FUIF – The Responsive Image Format

The creator of the FLIF (Free Lossless Image Format) has gone and done it again. This time, he has come up with a new format called FUIF (Free Universal Image Format). The catchphrase for this new format is “responsive by design”. What does that mean?

FUIF? Why Do We Need Another Image Format?

Because there’s still room for improvement. Most people are comfortable with the many formats in existence today such as JPG, GIF, PNG, Webm, and many more. All those formats have wide support no matter what kind of device you’re using. However, being content is detrimental for progress.


You can say that the FUIF is a slightly different game than the FLIF. While FLIF is strictly lossless, FUIF can be both lossy AND lossless. The creator, however, develops FUIF mainly for the lossy compression since that’s what you most likely need when it comes to image delivery.
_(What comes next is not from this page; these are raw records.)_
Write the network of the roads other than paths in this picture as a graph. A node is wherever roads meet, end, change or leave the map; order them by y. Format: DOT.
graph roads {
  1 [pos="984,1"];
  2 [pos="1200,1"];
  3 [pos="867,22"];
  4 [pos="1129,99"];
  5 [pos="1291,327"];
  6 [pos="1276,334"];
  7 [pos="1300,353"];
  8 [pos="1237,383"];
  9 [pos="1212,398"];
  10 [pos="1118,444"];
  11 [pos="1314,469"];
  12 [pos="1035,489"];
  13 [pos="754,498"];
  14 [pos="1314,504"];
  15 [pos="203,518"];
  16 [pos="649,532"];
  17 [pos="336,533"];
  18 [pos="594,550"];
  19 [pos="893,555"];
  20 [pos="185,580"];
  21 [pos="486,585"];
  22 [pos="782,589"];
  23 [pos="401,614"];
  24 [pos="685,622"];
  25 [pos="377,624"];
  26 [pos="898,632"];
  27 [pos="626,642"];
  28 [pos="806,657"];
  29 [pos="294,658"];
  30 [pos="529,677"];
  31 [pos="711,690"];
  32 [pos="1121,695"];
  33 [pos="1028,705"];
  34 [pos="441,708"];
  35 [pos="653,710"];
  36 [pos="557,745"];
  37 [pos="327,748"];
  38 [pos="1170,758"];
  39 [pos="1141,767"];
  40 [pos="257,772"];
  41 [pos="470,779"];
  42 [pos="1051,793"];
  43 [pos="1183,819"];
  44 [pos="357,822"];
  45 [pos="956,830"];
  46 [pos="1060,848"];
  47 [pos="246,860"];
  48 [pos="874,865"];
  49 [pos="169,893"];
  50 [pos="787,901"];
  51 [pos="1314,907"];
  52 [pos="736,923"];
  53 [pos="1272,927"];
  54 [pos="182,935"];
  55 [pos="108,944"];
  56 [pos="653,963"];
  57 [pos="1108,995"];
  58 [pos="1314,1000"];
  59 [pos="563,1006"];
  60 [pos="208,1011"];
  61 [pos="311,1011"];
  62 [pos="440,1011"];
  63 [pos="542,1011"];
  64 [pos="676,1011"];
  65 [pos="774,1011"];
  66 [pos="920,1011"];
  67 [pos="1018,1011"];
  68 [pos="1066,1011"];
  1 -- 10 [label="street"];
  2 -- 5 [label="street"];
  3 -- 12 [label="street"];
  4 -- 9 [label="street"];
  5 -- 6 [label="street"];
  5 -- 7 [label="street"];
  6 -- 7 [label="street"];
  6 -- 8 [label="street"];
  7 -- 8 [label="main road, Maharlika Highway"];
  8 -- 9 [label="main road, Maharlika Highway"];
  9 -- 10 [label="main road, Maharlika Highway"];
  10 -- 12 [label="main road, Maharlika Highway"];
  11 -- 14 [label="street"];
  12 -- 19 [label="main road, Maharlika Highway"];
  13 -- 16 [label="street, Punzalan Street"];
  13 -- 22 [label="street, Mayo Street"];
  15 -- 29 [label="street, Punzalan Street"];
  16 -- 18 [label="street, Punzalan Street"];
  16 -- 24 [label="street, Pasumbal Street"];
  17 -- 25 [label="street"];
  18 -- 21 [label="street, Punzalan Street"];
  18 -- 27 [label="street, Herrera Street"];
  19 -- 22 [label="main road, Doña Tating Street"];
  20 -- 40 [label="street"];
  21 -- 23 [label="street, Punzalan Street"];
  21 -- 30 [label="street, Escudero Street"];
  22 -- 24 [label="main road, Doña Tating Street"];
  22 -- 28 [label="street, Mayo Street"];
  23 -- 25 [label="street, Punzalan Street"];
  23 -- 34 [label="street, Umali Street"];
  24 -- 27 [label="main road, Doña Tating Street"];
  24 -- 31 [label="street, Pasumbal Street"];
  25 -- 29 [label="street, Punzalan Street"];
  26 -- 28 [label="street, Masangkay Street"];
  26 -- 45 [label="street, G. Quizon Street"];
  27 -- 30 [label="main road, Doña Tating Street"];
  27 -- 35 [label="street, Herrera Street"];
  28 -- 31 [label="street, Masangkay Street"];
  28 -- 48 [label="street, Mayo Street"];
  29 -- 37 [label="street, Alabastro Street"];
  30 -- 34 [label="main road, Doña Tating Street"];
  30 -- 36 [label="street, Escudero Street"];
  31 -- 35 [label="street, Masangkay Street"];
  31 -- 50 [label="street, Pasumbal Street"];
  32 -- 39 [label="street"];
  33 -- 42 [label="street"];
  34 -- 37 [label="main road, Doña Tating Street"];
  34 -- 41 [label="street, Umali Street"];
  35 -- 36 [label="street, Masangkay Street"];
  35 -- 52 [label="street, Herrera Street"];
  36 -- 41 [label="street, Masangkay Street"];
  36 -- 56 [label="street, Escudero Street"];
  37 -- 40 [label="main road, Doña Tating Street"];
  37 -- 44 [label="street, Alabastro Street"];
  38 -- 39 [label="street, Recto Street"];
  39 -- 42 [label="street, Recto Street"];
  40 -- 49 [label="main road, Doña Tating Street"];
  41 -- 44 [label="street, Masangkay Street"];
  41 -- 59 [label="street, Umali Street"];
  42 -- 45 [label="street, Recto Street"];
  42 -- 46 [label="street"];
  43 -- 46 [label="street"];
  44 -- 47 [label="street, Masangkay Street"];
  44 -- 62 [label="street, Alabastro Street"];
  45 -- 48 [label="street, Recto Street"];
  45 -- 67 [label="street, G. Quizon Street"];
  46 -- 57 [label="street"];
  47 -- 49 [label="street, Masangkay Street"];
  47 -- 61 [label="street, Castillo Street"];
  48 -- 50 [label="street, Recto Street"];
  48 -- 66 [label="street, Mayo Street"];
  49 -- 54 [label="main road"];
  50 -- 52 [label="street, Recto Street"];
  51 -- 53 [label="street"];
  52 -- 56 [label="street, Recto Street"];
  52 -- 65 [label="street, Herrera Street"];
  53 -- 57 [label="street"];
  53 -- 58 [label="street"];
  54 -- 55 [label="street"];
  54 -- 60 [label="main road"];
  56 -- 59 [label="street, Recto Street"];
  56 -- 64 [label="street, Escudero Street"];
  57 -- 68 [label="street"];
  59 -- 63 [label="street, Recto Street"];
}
The problem with saving a photograph using a lossless format is that all data is saved including all the noise. It’s a waste of valuable space.


Although the SVG format is inherently responsive, it has one huge difference compared to FUIF. SVG is a vector image while FUIF is a raster image. The photographs you took with your DSLR, for example, are raster images.  Saving such images as SVG would be cumbersome as there are too many complex patterns involved.

Responsive By Design

A FUIF image is a raster image that’s responsive by design. To make the concept clear, let’s imagine you’re saving all the photos from your vacation onto an image hosting site. On the server side, each image will be saved in multiple downscaled versions, from a thumbnail to a full-size image.

With a FUIF image, that won’t be necessary. The server only keeps one copy of all images. When a client is requesting an image, the server can send that one file and truncate it to various offsets depending on what the client requested. A browser installed on a smartwatch can send an HTTP range request just enough to show the low quality image preview or LQIP. A web browser installed on a desktop, on the other hand, send a different HTTP range request to show a high-definition image.

Will it be a success?

It all depends on you. Go and grab the released code. Play with it, make an app based on it, and spread the word. When enough people show interest in FUIF, it will surely be a worthy contender for JPEG. Do your part and spread the word.